Electroacoustic music is often used within other art forms, such as video or theatre. Do you feel that this could be where its future lies? Is this a way to attract more people to electroacoustic music or will this be to its detriment?
At least in France, since its beginning, electroacoustic music has been closely related to other arts - poetry, cinema, etc., and even to TV news. Of course at a certain time particular concerts of electroacoustic music required a police presence just as pop concerts did, although for a long time this has not been seen.

Most of the artistic creations we'll be seeing and hearing in Electromedia works '08 will be created with the help of modern technology. Has technology opened up the doors of art to more people - both creators and audience?
Although electroacoustic music has expanded like never before the camp of sonic poetry and expressivity it is sad to testify that it has not enlarged the circle of melomaniacs.

Live electronics, live improvisation or jamming between electronic musicians, performers and even “laptop orchestras” seem to be becoming more and more popular. Could this approach of electronic music -incorporating a 'band feeling' - bring more people into the this scene (in contrast to the more introverted 'acousmatic' music?
It is absolutely natural that composers should be jealous of performing musicians - that composers should want to "play" the musician. But to say that this will become a popular phenomenon seems to me to be exaggerated. If music from its birth right up until the 20th century has developed with and through instruments - instruments that are indispensable to its physical existence and which complete things via the art of interpretation - the art that we call music is something different. If people have not really understood this, the genre of acousmatic music should have revealed it to them. Moreover, and in all respects, the principal actor in the whole phenomenon is not who we imagine but in fact is the receiver, the listener, the spectator who comprehends (or not) whatever is addressed to him.
Anyway, dogs distinguish sounds over a much wider scale than humans do and they understand to the same level a Bach fugue and the nuptial song of an nightingale. The most remarkable of our conductors cannot tell the difference between the song of peace and the song of war of the pygmies.

Electroacoustic music is in a sense more democratic than pop music: you don't need a tremendously expensive studio to compose your music and no huge international record companies are likely to promote your works, so composers from around the world have more equal chances of being heard. Do you find interesting differences in the electroacoustic music composed in different parts of the world?
From a material and social viewpoint, it is simpler to partake in a piece of acousmatic music than in a piece that calls for acoustic instruments. Furthermore
an adult internet could even prefer this musical genre. It would suffice to stop the
mercantilism and extinguish the madness that has seized this kind of media.

Have you worked with any Greek composers of contemporary or electroacoustic music?
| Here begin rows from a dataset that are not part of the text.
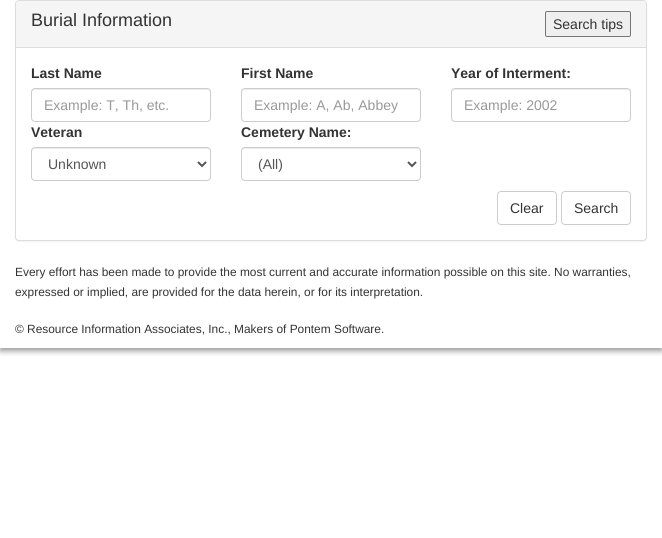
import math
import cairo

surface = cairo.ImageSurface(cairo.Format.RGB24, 662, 538)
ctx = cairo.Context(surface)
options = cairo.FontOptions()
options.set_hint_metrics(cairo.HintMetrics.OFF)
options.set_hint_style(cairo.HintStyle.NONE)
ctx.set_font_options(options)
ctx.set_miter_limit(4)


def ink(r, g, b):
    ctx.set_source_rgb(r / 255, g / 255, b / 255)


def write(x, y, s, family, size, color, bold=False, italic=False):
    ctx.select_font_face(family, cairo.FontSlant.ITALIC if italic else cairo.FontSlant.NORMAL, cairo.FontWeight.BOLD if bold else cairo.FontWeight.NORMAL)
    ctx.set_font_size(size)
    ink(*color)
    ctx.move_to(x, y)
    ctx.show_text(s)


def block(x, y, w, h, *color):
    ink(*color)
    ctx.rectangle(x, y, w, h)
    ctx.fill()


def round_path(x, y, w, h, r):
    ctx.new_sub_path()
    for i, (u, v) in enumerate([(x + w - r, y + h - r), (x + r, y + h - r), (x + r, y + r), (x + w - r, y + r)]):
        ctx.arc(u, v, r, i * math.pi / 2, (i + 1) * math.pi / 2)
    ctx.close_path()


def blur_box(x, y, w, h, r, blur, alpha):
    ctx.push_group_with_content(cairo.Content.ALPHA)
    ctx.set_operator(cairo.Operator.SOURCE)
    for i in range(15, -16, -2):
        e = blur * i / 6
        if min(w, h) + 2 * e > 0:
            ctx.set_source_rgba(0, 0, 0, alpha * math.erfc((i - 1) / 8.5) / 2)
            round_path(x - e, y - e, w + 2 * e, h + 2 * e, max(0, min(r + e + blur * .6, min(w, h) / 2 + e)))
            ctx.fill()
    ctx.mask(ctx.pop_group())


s1 = dict(family="Liberation Sans", size=18, color=(51, 51, 51))
s2 = dict(family="Liberation Sans", size=14, color=(51, 51, 51))
s3 = dict(family="Liberation Sans", size=14, color=(51, 51, 51), bold=True)
s4 = dict(family="Liberation Sans", size=14, color=(153, 153, 153))
s5 = dict(family="Liberation Sans", size=14, color=(85, 85, 85))
s6 = dict(family="Liberation Sans", size=11.9, color=(51, 51, 51))

ink(255, 255, 255)
ctx.paint()
ctx.save()
ctx.rectangle(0, 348, 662, 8)
ctx.clip()
ink(0, 0, 0)
blur_box(0, 3, 662, 348, 0, 3, 0.4)
ctx.restore()
ink(0, 0, 0)
blur_box(15, 1, 632, 241, 4, 0.5, 0.05)
ink(255, 255, 255)
round_path(15.5, 0.5, 631, 240, 3.5)
ctx.fill_preserve()
ink(221, 221, 221)
ctx.set_line_width(1)
ctx.stroke()
ink(245, 245, 245)
ctx.new_path()
ctx.move_to(19, 1)
ctx.line_to(643, 1)
ctx.curve_to(644.5, 1, 646, 2.5, 646, 4)
ctx.line_to(646, 48)
ctx.line_to(16, 48)
ctx.line_to(16, 4)
ctx.curve_to(16, 2.5, 17.5, 1, 19, 1)
ctx.close_path()
ctx.fill()
block(16, 47, 630, 1, 221, 221, 221)
write(31, 26, "Burial Information", **s1)
ink(239, 239, 239)
round_path(545.5, 11.5, 85, 25, 1.5)
ctx.fill_preserve()
ink(118, 118, 118)
ctx.stroke()
write(553, 29, "Search tips", **s2)
write(31, 78, "Last Name", **s3)
ink(236, 236, 236)
ctx.new_path()
ctx.move_to(35, 90)
ctx.line_to(207, 90)
ctx.curve_to(209, 90, 210, 91, 210, 93)
ctx.line_to(210, 92)
ctx.curve_to(210, 90, 209, 89, 207, 89)
ctx.line_to(35, 89)
ctx.curve_to(33, 89, 32, 90, 32, 92)
ctx.line_to(32, 93)
ctx.curve_to(32, 91, 33, 90, 35, 90)
ctx.close_path()
ctx.fill()
round_path(31.5, 88.5, 179, 33, 3.5)
ink(204, 204, 204)
ctx.stroke()
write(44, 110, "Example: T, Th, etc.", **s4)
write(241, 78, "First Name", **s3)
ink(236, 236, 236)
ctx.new_path()
ctx.move_to(245, 90)
ctx.line_to(417, 90)
ctx.curve_to(419, 90, 420, 91, 420, 93)
ctx.line_to(420, 92)
ctx.curve_to(420, 90, 419, 89, 417, 89)
ctx.line_to(245, 89)
ctx.curve_to(243, 89, 242, 90, 242, 92)
ctx.line_to(242, 93)
ctx.curve_to(242, 91, 243, 90, 245, 90)
ctx.close_path()
ctx.fill()
round_path(241.5, 88.5, 179, 33, 3.5)
ink(204, 204, 204)
ctx.stroke()
write(254, 110, "Example: A, Ab, Abbey", **s4)
write(451, 78, "Year of Interment:", **s3)
ink(236, 236, 236)
ctx.new_path()
ctx.move_to(455, 90)
ctx.line_to(627, 90)
ctx.curve_to(629, 90, 630, 91, 630, 93)
ctx.line_to(630, 92)
ctx.curve_to(630, 90, 629, 89, 627, 89)
ctx.line_to(455, 89)
ctx.curve_to(453, 89, 452, 90, 452, 92)
ctx.line_to(452, 93)
ctx.curve_to(452, 91, 453, 90, 455, 90)
ctx.close_path()
ctx.fill()
round_path(451.5, 88.5, 179, 33, 3.5)
ink(204, 204, 204)
ctx.stroke()
write(464, 110, "Example: 2002", **s4)
write(31, 137, "Veteran", **s3)
ink(236, 236, 236)
ctx.new_path()
ctx.move_to(35, 149)
ctx.line_to(207, 149)
ctx.curve_to(209, 149, 210, 150, 210, 152)
ctx.line_to(210, 151)
ctx.curve_to(210, 149, 209, 148, 207, 148)
ctx.line_to(35, 148)
ctx.curve_to(33, 148, 32, 149, 32, 151)
ctx.line_to(32, 152)
ctx.curve_to(32, 150, 33, 149, 35, 149)
ctx.close_path()
ctx.fill()
round_path(31.5, 147.5, 179, 33, 3.5)
ink(204, 204, 204)
ctx.stroke()
ctx.new_path()
ctx.move_to(198, 162)
ctx.line_to(202, 166)
ctx.line_to(206, 162)
ink(85, 85, 85)
ctx.set_line_width(2)
ctx.stroke()
write(48, 169, "Unknown", **s5)
write(241, 137, "Cemetery Name:", **s3)
ink(236, 236, 236)
ctx.new_path()
ctx.move_to(245, 149)
ctx.line_to(417, 149)
ctx.curve_to(419, 149, 420, 150, 420, 152)
ctx.line_to(420, 151)
ctx.curve_to(420, 149, 419, 148, 417, 148)
ctx.line_to(245, 148)
ctx.curve_to(243, 148, 242, 149, 242, 151)
ctx.line_to(242, 152)
ctx.curve_to(242, 150, 243, 149, 245, 149)
ctx.close_path()
ctx.fill()
round_path(241.5, 147.5, 179, 33, 3.5)
ink(204, 204, 204)
ctx.set_line_width(1)
ctx.stroke()
ctx.new_path()
ctx.move_to(408, 162)
ctx.line_to(412, 166)
ctx.line_to(416, 162)
ink(85, 85, 85)
ctx.set_line_width(2)
ctx.stroke()
write(258, 169, "(All)", **s5)
round_path(497.5, 191.5, 59, 33, 3.5)
ink(204, 204, 204)
ctx.set_line_width(1)
ctx.stroke()
write(510, 213, "Clear", **s2)
round_path(561.5, 191.5, 69, 33, 3.5)
ink(204, 204, 204)
ctx.stroke()
write(574, 213, "Search", **s2)
write(15, 276, "Every effort has been made to provide the most current and accurate information possible on this site. No warranties,", **s6)
write(15, 296, "expressed or implied, are provided for the data herein, or for its interpretation.", **s6)
write(15, 333, "© Resource Information Associates, Inc., Makers of Pontem Software.", **s6)
surface.write_to_png("screenshot.png")
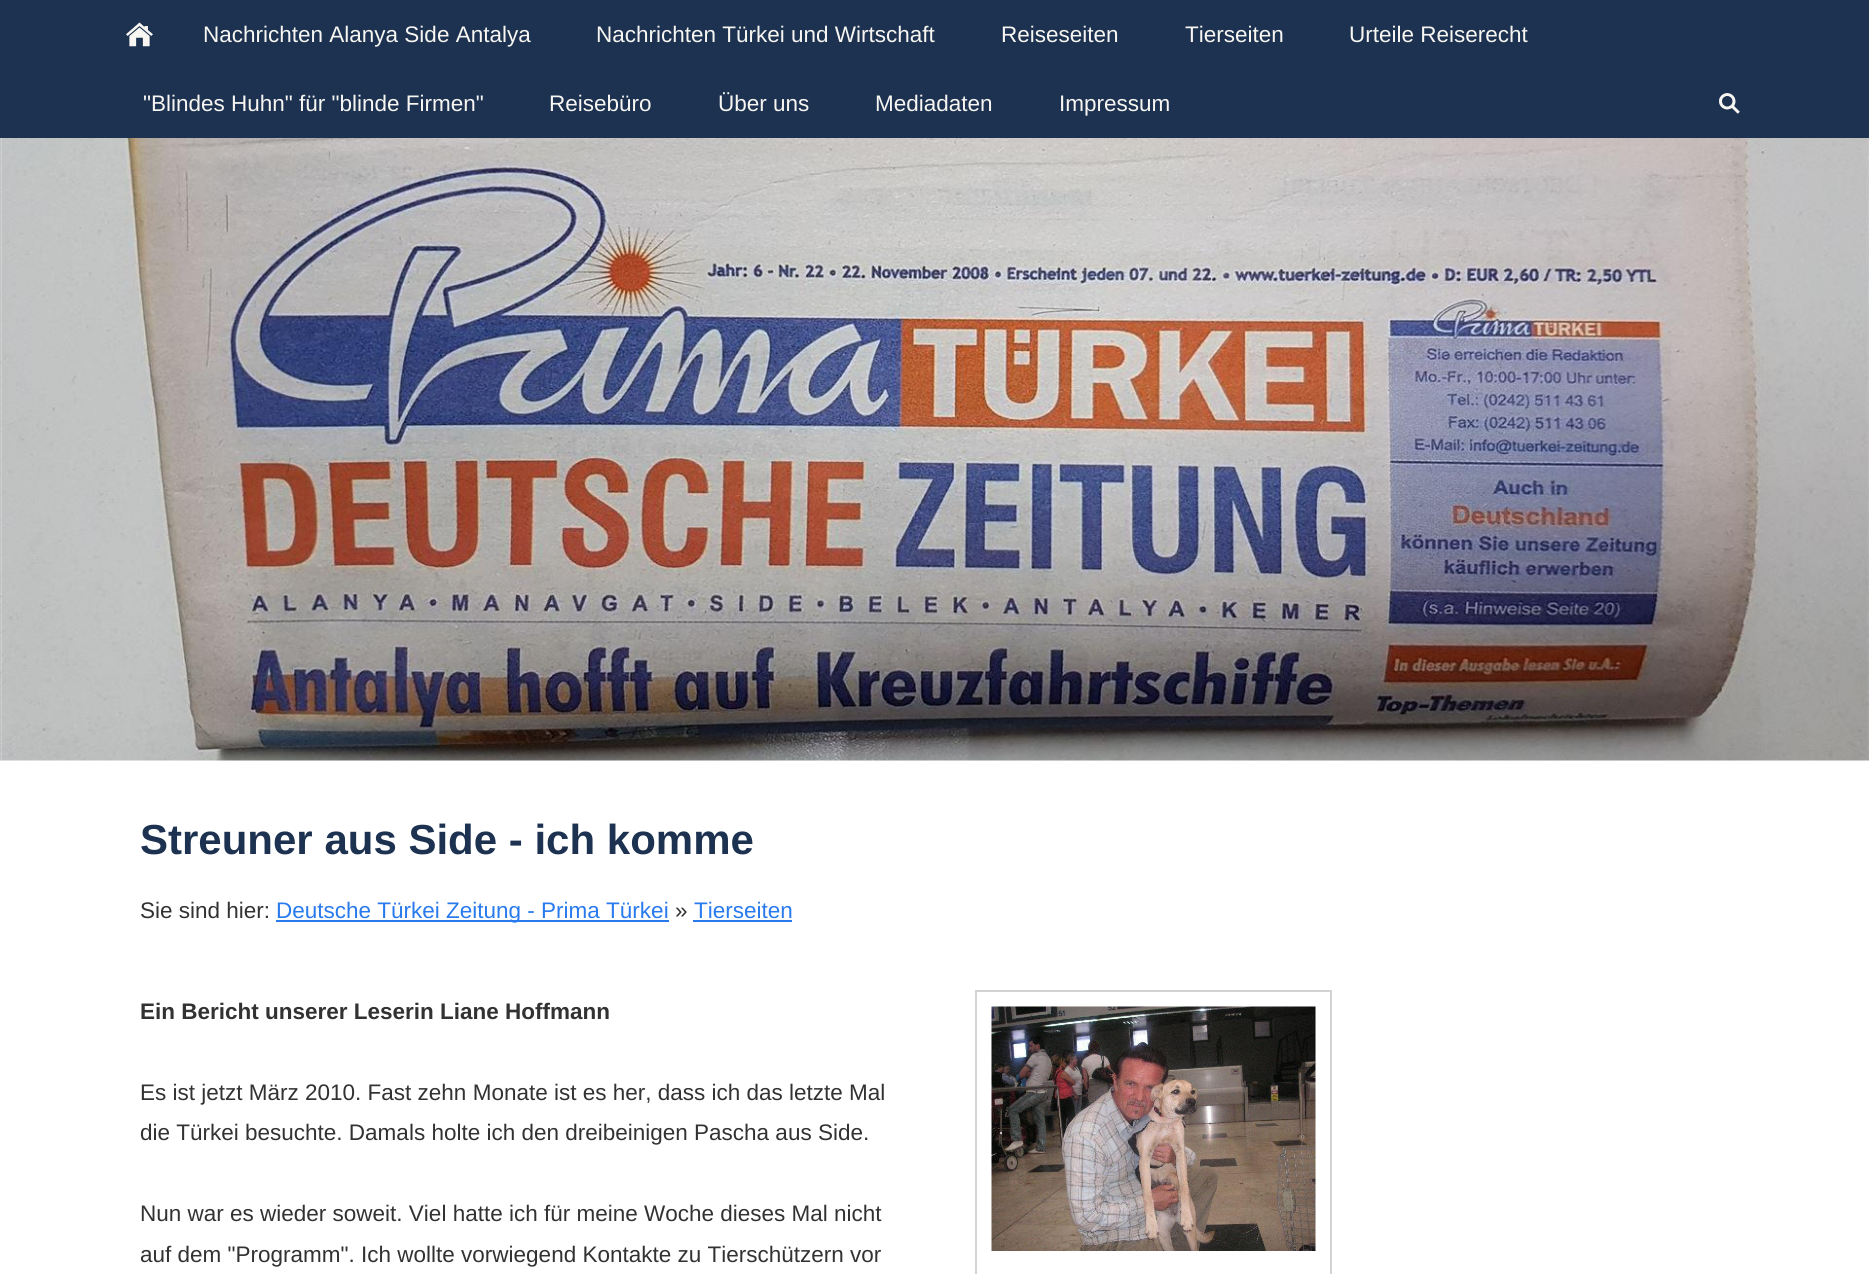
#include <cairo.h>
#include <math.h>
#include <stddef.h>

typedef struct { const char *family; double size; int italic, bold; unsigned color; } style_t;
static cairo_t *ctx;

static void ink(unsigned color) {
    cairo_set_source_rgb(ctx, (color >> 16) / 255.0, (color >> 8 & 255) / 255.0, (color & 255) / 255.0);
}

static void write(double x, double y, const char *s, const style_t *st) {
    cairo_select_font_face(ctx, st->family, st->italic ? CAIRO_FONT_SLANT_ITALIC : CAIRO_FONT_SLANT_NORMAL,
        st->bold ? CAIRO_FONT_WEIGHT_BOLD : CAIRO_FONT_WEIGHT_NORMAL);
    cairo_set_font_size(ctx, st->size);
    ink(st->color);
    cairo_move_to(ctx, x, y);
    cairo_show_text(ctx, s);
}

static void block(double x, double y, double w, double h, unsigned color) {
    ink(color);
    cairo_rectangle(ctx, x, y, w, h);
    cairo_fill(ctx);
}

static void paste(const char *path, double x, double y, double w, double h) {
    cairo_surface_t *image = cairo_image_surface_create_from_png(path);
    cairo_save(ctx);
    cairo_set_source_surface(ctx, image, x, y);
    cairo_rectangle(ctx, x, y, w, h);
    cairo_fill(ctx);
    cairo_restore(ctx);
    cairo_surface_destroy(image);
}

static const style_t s1 = {"Liberation Sans", 22.5, 0, 0, 0xf7f6f2};
static const style_t s2 = {"Liberation Sans", 42, 0, 1, 0x1d3250};
static const style_t s3 = {"Liberation Sans", 22.5, 0, 0, 0x323232};
static const style_t s4 = {"Liberation Sans", 22.5, 0, 0, 0x287aed};
static const style_t s5 = {"Liberation Sans", 22.5, 0, 1, 0x323232};

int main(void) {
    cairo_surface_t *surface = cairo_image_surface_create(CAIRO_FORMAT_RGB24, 1869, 1274);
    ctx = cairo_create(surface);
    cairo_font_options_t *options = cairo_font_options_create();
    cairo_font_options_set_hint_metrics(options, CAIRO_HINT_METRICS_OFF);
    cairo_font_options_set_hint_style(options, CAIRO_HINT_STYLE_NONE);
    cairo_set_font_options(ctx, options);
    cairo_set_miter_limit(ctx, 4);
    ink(0x1d3250);
    cairo_paint(ctx);
    paste("pic1.png", 126, 22, 27, 25);
    write(203, 42, "Nachrichten Alanya Side Antalya", &s1);
    write(596, 42, "Nachrichten Türkei und Wirtschaft", &s1);
    write(1001, 42, "Reiseseiten", &s1);
    write(1185, 42, "Tierseiten", &s1);
    write(1349, 42, "Urteile Reiserecht", &s1);
    write(143, 111, "\"Blindes Huhn\" für \"blinde Firmen\"", &s1);
    write(549, 111, "Reisebüro", &s1);
    write(718, 111, "Über uns", &s1);
    write(875, 111, "Mediadaten", &s1);
    write(1059, 111, "Impressum", &s1);
    paste("pic2.png", 1719, 93, 21, 21);
    block(0, 760, 1869, 514, 0xffffff);
    paste("pic3.png", 0, 138, 1869, 623);
    write(140, 854, "Streuner aus Side - ich komme", &s2);
    write(140, 918, "Sie sind hier:", &s3);
    block(276, 920, 393, 2, 0x287aed);
    write(276, 918, "Deutsche Türkei Zeitung - Prima Türkei", &s4);
    write(675, 918, "»", &s3);
    write(694, 918, "Tierseiten", &s4);
    block(693, 920, 99, 2, 0x287aed);
    write(140, 1019, "Ein Bericht unserer Leserin Liane Hoffmann", &s5);
    write(140, 1100, "Es ist jetzt März 2010. Fast zehn Monate ist es her, dass ich das letzte Mal", &s3);
    write(140, 1140, "die Türkei besuchte. Damals holte ich den dreibeinigen Pascha aus Side.", &s3);
    write(140, 1221, "Nun war es wieder soweit. Viel hatte ich für meine Woche dieses Mal nicht", &s3);
    write(140, 1262, "auf dem \"Programm\". Ich wollte vorwiegend Kontakte zu Tierschützern vor", &s3);
    cairo_rectangle(ctx, 976, 991, 355, 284);
    ink(0xd3d3d3);
    cairo_stroke(ctx);
    paste("pic4.png", 991, 1006, 325, 245);
    cairo_surface_write_to_png(surface, "screenshot.png");
    cairo_font_options_destroy(options);
    cairo_destroy(ctx);
    cairo_surface_destroy(surface);
    return 0;
}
Are you interested in such a cooperation?
Of course, given their historic tradition and their charm, a western performer would want to work with a Greek composer. I have done this, and it has offered me –among other things - one of the most played instrumental-tape pieces
in the world :«Les visages de la nuit» of Haris Xanthoudakis… although it is written for contrabass saxophone (70 kg in its case) and tape.

What are your current interests and your future plans? Are you planning any cooperation with electroacoustic composers?
I have always been engaged in electroacoustic music and listening and performing of this music genre has always been charming to my ear. This being the case
I have naturally ongoing projects with electroacoustic composers.
These are in addition to pieces in this genre that have already been written and which I have not yet had the time to perform in concert or record in the studio - as recording is for me a particular mode and thus different to performance.